Task goal –
Go through the records and filter out every line lacking the word "Harbour"; copy the lines that remain.

Given information –
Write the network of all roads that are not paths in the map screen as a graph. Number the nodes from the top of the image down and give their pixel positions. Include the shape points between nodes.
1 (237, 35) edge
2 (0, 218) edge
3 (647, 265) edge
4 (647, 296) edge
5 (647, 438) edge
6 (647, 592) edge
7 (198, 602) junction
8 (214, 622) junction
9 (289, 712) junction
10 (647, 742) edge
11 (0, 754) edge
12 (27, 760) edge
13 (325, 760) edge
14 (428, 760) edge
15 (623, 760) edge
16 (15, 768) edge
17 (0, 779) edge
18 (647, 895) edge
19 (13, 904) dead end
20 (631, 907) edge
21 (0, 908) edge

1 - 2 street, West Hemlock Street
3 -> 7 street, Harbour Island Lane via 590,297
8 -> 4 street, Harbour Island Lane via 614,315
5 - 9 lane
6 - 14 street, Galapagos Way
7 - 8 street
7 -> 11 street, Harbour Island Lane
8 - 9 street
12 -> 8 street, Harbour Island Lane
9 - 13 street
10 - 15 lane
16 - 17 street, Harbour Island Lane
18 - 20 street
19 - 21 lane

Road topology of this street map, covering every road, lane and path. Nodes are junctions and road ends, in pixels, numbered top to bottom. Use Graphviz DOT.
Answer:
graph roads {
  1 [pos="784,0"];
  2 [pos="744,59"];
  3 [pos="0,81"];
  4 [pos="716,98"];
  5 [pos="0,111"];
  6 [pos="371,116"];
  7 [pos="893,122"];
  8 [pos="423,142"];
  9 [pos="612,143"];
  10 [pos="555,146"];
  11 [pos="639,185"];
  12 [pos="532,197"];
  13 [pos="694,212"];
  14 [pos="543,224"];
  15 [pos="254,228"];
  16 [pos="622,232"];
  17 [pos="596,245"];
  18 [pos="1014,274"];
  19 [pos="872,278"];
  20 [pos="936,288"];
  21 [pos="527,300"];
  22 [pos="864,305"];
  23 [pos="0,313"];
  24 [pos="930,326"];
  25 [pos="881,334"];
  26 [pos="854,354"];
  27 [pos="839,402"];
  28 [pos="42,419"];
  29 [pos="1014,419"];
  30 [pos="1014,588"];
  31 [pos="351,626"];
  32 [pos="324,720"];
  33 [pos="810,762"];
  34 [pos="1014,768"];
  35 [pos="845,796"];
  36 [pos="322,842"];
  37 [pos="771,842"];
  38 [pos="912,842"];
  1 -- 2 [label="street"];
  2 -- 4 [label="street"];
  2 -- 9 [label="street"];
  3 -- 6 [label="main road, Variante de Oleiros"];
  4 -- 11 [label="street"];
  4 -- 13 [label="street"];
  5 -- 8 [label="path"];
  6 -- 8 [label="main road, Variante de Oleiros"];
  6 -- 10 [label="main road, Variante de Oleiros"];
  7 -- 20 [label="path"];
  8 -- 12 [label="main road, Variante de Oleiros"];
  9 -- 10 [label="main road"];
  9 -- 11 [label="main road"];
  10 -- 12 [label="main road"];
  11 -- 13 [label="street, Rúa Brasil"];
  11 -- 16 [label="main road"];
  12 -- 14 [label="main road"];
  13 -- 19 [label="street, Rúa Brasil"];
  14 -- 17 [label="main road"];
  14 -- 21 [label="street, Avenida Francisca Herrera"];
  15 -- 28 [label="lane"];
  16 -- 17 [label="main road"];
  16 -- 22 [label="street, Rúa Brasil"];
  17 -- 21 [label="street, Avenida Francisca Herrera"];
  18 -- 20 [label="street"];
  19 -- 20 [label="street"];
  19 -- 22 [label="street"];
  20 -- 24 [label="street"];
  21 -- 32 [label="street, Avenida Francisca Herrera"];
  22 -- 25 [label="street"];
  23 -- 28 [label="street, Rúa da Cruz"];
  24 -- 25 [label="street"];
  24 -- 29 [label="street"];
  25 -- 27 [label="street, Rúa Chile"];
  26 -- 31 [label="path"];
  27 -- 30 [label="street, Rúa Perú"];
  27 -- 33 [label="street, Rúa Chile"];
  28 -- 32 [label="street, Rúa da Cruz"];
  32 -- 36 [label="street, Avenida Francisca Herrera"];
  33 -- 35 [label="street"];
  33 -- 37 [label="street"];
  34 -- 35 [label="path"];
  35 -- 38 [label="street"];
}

Response –
3 -> 7 street, Harbour Island Lane via 590,297
8 -> 4 street, Harbour Island Lane via 614,315
7 -> 11 street, Harbour Island Lane
12 -> 8 street, Harbour Island Lane
16 - 17 street, Harbour Island Lane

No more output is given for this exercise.